Main Street Films is co-producing and co-financing the film which will star Blood Diamond’s Djimon Hounsou and Pitch Perfect’s Alexis Knapp.
“We have a guaranteed release of a minimum of 600 screens in the US, and have presold multiple key territories already, and we haven’t even shot the film yet. I’m pumped," Murali tells IF.
Pre-production is due to start in Johannesburg and Cape Town in September, the first film shot under the Australian-South African co-production treaty signed in 2011.
Greig Buckle of South Africa’s Enigma Pictures is co-producing with Thalluri’s MK Create and the Kojo Group’s Kent Smith. Main Street Films’ chairman Craig Chang and president Harrison Kordestani are the exec producers.
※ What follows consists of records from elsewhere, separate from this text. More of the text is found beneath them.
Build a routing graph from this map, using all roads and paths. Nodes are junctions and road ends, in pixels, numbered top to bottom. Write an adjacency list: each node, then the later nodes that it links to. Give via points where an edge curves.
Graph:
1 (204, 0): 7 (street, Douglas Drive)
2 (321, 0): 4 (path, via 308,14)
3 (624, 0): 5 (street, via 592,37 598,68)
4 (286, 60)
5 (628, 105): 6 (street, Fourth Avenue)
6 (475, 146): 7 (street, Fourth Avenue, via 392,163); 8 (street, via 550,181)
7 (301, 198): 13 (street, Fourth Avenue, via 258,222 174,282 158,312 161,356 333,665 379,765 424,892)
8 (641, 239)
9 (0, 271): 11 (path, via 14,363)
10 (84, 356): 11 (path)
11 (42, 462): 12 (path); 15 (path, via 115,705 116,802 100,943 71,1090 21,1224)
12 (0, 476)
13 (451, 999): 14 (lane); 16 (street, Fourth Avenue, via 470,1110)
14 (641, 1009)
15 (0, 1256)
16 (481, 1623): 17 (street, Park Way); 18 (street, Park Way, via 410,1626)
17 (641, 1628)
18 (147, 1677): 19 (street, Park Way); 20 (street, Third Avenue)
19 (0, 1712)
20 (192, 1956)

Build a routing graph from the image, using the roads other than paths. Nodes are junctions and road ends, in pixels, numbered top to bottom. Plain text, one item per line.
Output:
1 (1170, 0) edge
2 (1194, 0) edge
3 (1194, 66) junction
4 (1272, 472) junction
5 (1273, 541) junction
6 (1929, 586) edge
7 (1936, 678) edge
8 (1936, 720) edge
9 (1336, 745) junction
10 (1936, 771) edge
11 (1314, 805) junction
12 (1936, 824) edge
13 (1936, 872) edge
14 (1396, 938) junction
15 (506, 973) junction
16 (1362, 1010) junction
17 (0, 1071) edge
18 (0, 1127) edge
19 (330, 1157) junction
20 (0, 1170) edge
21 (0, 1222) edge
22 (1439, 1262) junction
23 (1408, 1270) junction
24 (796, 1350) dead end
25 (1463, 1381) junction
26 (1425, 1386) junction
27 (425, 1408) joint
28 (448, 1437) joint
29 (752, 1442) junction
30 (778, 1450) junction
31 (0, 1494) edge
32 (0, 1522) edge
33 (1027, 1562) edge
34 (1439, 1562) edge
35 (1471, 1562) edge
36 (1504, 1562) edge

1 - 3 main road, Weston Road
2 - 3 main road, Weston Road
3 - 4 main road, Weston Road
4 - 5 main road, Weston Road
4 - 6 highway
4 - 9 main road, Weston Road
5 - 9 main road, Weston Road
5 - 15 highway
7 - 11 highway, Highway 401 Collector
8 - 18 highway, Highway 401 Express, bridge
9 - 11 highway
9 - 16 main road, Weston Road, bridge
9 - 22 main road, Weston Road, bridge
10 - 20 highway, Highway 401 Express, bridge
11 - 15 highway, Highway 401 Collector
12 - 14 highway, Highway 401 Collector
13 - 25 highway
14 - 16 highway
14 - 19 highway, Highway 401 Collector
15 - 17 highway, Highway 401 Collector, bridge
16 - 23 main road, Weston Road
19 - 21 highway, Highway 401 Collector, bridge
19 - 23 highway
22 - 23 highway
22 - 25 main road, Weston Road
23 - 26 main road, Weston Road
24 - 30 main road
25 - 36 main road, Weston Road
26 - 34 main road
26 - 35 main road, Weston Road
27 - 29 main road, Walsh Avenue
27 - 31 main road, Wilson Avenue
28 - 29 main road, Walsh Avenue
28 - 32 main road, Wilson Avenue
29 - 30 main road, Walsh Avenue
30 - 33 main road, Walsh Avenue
Kathy Morgan International is handling international sales.
One is set in a post-apocalyptic world after a virus has wiped out 99% of humanity. The survivors form separate racial groups who fight each other to find a cure.
Knapp will play Ava, whose house is raided by Junaid soldiers, a group of racial minorities who have banded together. She is captured and sold to a medical research facility searching for a cure. It soon becomes evident that Ava is immune to the virus and is thus the world's only hope.
Hounsou is cast as Tunji, who is victimised by his own race after trying to help a white girl and forms a bond with Ava. Sammy Sheik (Lone Survivor, Transformers: Dark of the Moon) will portray General Aziz of the Junaid, the antagonist. More casting will be revealed soon. The DoP is by Lance Gewer, who shot the foreign-language Oscar winner Tsotsi.
Asked where he got the idea from, Thalluri says, “I was reading a book called Rena’s Promise, a holocaust story, and a friend said to me ‘Why do you always read that crap man?’ I said to him, ‘it’s our history, it makes us who we are…’
"His response was ‘It’ll never happen to us’, and I got so angry… and that was the seed of the idea. To show the privileged Western world, that when the veneer of civilisation wears off, humanity is never too far from a great future or a horrific future.
“In order to avoid a world like the one presented on the screen, we have to look back at our history, learn, and change. We’re running out of time.”